Today, as I was examining patients and writing notes in the room with the sickest babies, an unfamiliar nurse entered the unit and chatted with our nursing staff for ten or 15 minutes, in one of the outer rooms. Surprisingly after a long friendly visit, they then brought a pink blanket bundle in to my room and announced 'we have an admission for you, a preem.' I brought the bundle to the bed and opened it, to see a grey stiff little premature boy, his arms and legs extended in a hypoxic seizure. He was deathly cold, not breathing, but a heart rate still present and low. His mother had had a complicated pregnancy in Nakuru, the county seat of our county, a much larger town. She went into labor at 29/40 weeks, landed at a private clinic and delivered this baby at 6 pm the night before, but there was not a single place in this major town that would agree to admit this baby. The small private hospitals all said they were full, the public hospital was shut down, a pediatrician could not be found, any private clinics functioning said they didn't take preems. He was left on the only source of oxygen overnight in the operating theatre, and then this morning someone in the family figured out Naivasha was open, so put him in a blanket and an ambulance and drove him out to us (about 2 hours). It took me a long long time to ventilate and oxygenate and warm and treat him back to life. I don't know if the damage was too great, for too long, or if he's a fighter looking for a miracle.

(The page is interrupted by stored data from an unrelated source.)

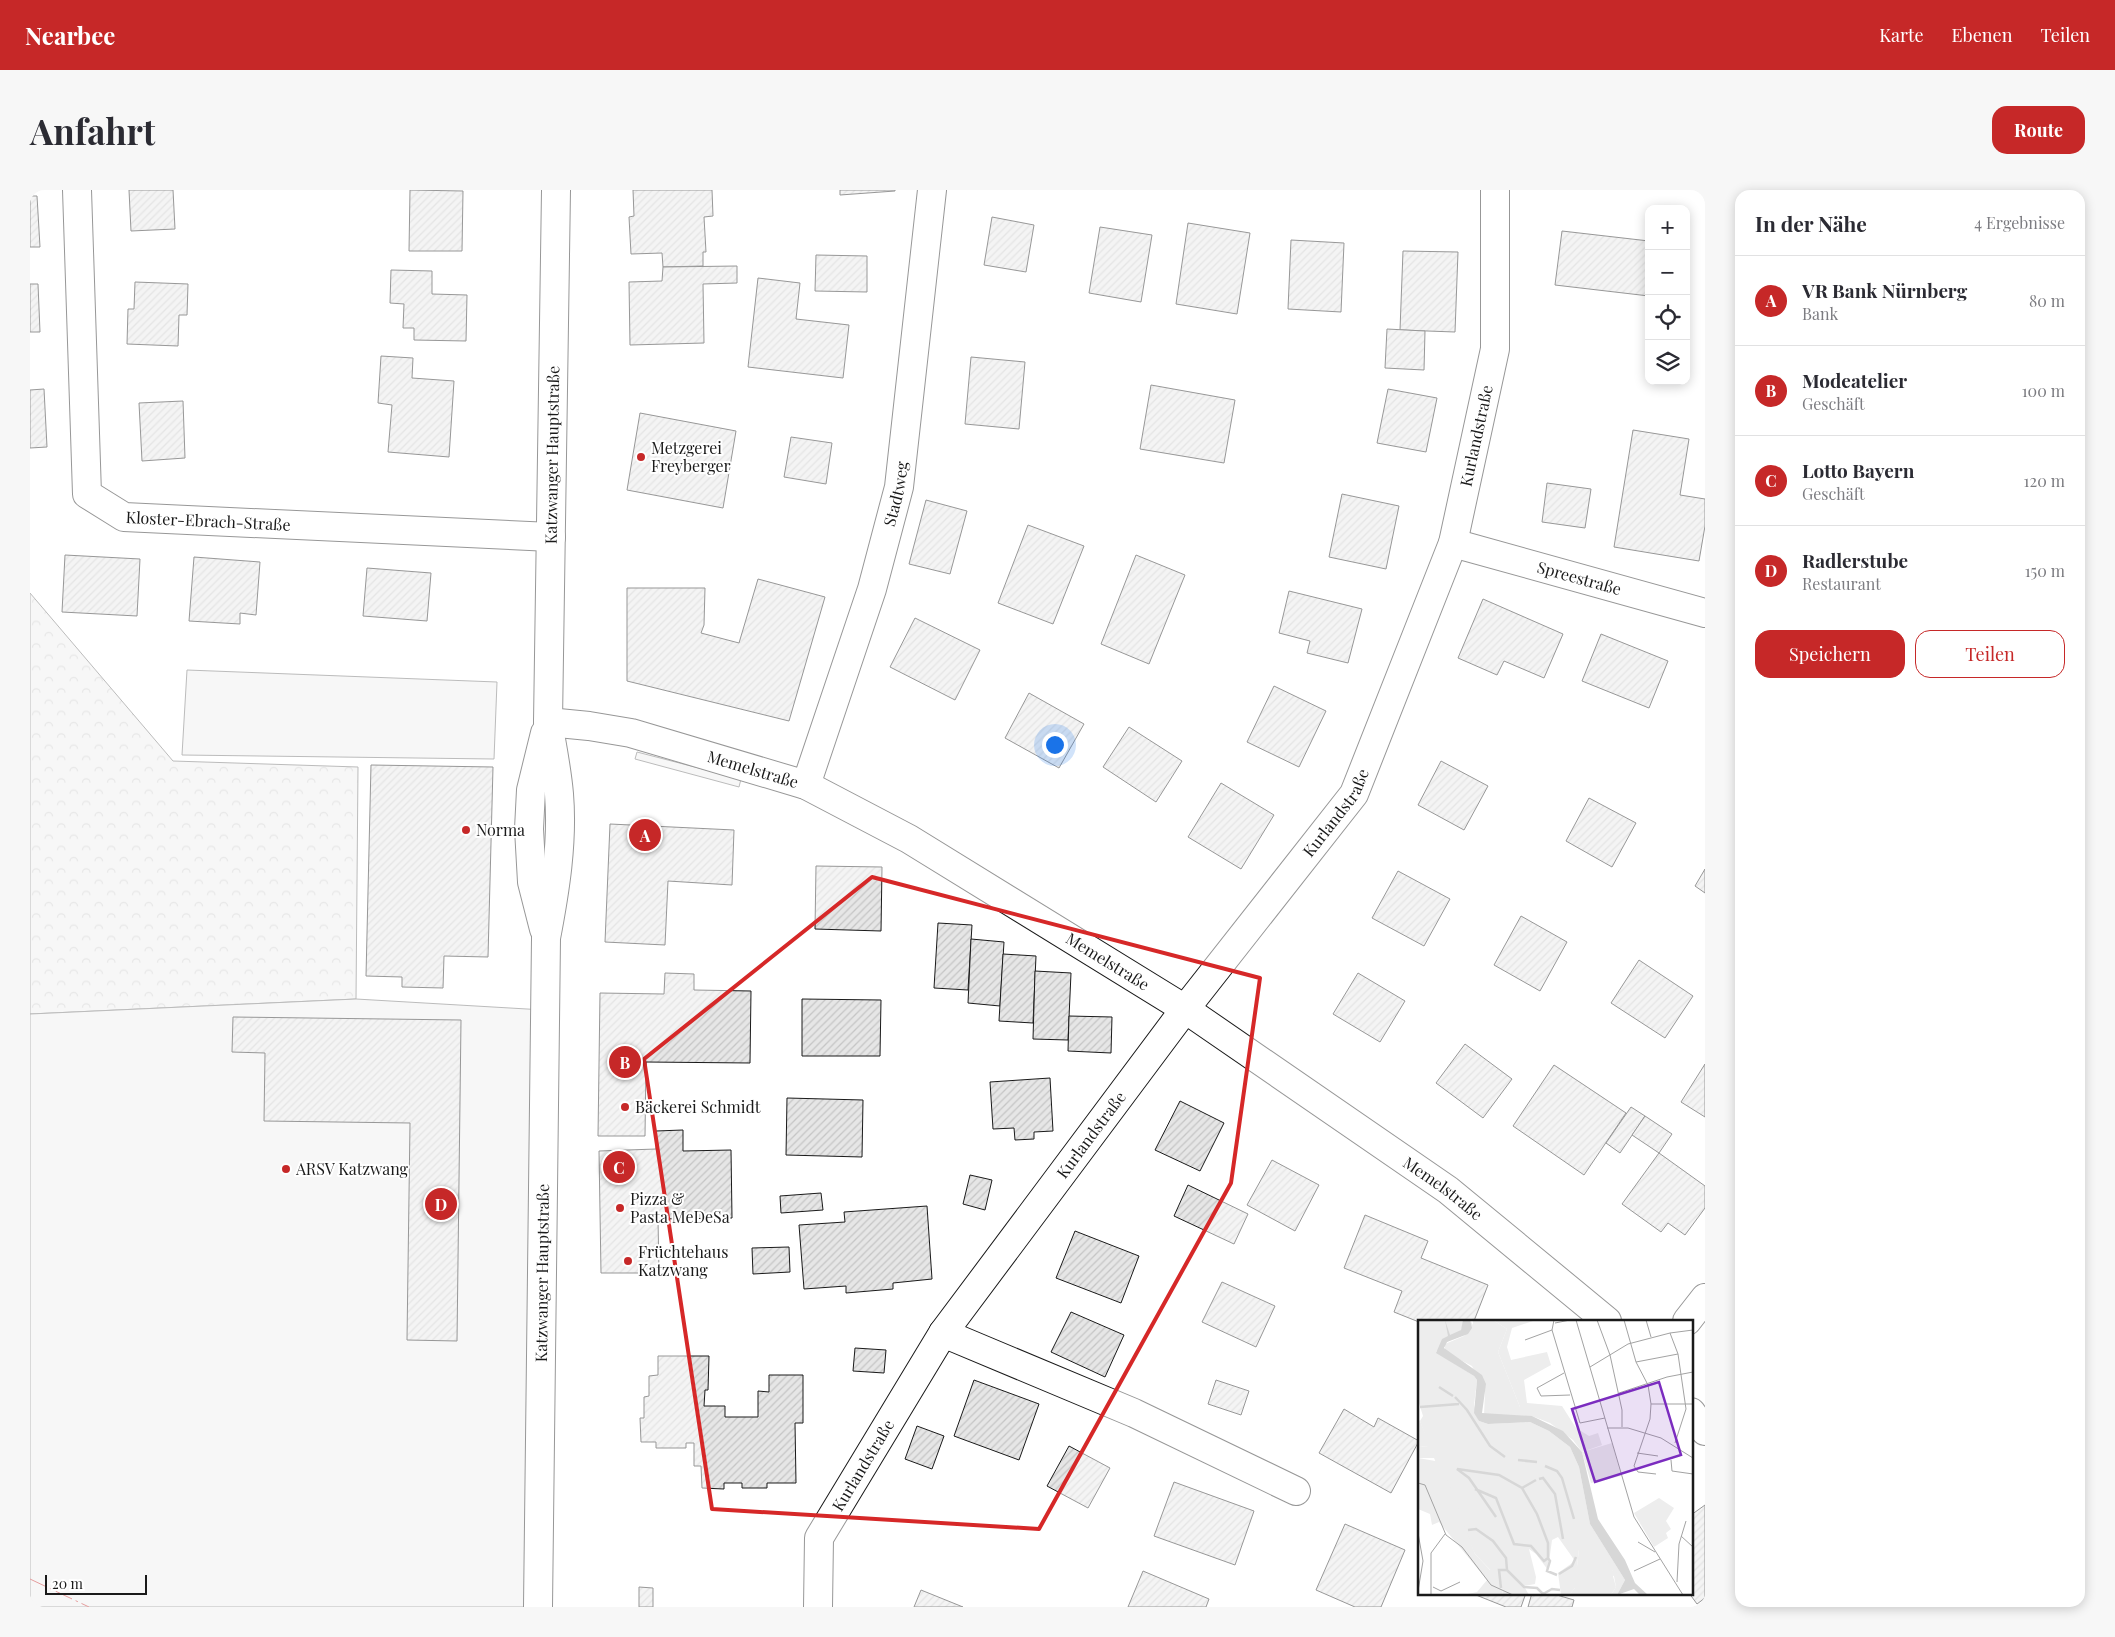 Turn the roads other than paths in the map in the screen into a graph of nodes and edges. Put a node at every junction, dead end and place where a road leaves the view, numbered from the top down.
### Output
1 (77, 190) edge
2 (556, 190) edge
3 (932, 190) edge
4 (1495, 190) edge
5 (551, 536) junction
6 (1453, 543) junction
7 (1705, 613) edge
8 (548, 722) junction
9 (806, 785) junction
10 (1185, 1009) junction
11 (1705, 1298) edge
12 (1605, 1320) edge
13 (1688, 1320) edge
14 (943, 1334) junction
15 (1692, 1413) edge
16 (1705, 1431) edge
17 (1296, 1491) dead end
18 (538, 1607) edge
19 (818, 1607) edge

1 - 5 street, Kloster-Ebrach-Straße
2 - 5 street, Katzwanger Hauptstraße
3 - 9 street, Stadtweg
4 - 6 street, Kurlandstraße
5 - 8 street, Katzwanger Hauptstraße
6 - 7 street, Spreestraße
6 - 10 street, Kurlandstraße
8 - 9 street, Memelstraße
8 - 18 street, Katzwanger Hauptstraße
9 - 10 street, Memelstraße
10 - 12 street, Memelstraße
10 - 14 street, Kurlandstraße
11 - 13 street
14 - 17 street
14 - 19 street, Kurlandstraße
15 - 16 street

So, bearing witness once again, this is what a strike looks like.
A vulnerable boy, born 11 weeks too soon, no room at any inn. Finally and desperately brought to our public hospital, because we have one courageous director who is trying to be compassionate and moral in the midst of crisis. For every baby that finds us, how many die in their village, or on the way? Dozens? Hundreds? More?
For every emergency Scott has responded to, late night bellies full of blood from a ruptured tubal pregnancy, mothers with a womb starting to tear from a labor that is obstructed, babies whose brains are starved for oxygenated blood . . . how many don't make it to any care at all? He just rushed back to do his 51st surgery since we returned in January. This is just one smallish place. Multiply that by hundreds of towns all over Kenya where those 50 life-saving operations aren't occurring. Surely the toll is in the thousands by now.
And even though we are working at a punishing pace, we can't always be there, and we can't save everyone even when we are. I lost a 660-gram 25-week baby girl, though she stayed with us about 24 hours. Her peculiarly bruised head raised questions of whether she was the second baby this week who came out unexpectedly alive after attempted abortion, to desperate moms. The staff tells me that another who died after coming in floppy, seizing, in kidney failure from dehydration, exposed to HIV, was born after two unsuccessful attempts to abort earlier. We sutured up a 1 1/2 year old who had been raped by her step father. We are working to revive a 10 year old with AIDS and neglect and hunger. Passion to stand against this tide of sorrow, compassion to touch and comfort in this flood of woe, should be the essence of medical care in Kenya. Evil is out to crush the vulnerable. It is only by a consistent word of truth, a conscious effort to not love our own lives too much, that good pushes back (Rev 12:11).
So, as we plod on into week 12 . . please keep praying. Revelations 12 carries the image of a baby-swallowing dragon, a mom in labor. It's more than a fanciful dream; it is what we see every day. By pitting one group against another group, the dragon fills its belly.
What would healing look like? Leadership that operates with such integrity and accountability, it can be transparent. Decisions about salaries and infrastructure and oxygen tubing and clean water that are made based on common good and justice, not personal or tribal or class ascendency. Scores of young people who enter this profession, and stay there, learning from each other, motivated because they can actually do some good. Willingness to work, hard, and rest, regularly. Teamwork and respect on all levels. Innovation and hope.
Pray we live to see the day, or at least the first tinges of rose on the clouds of that dawn.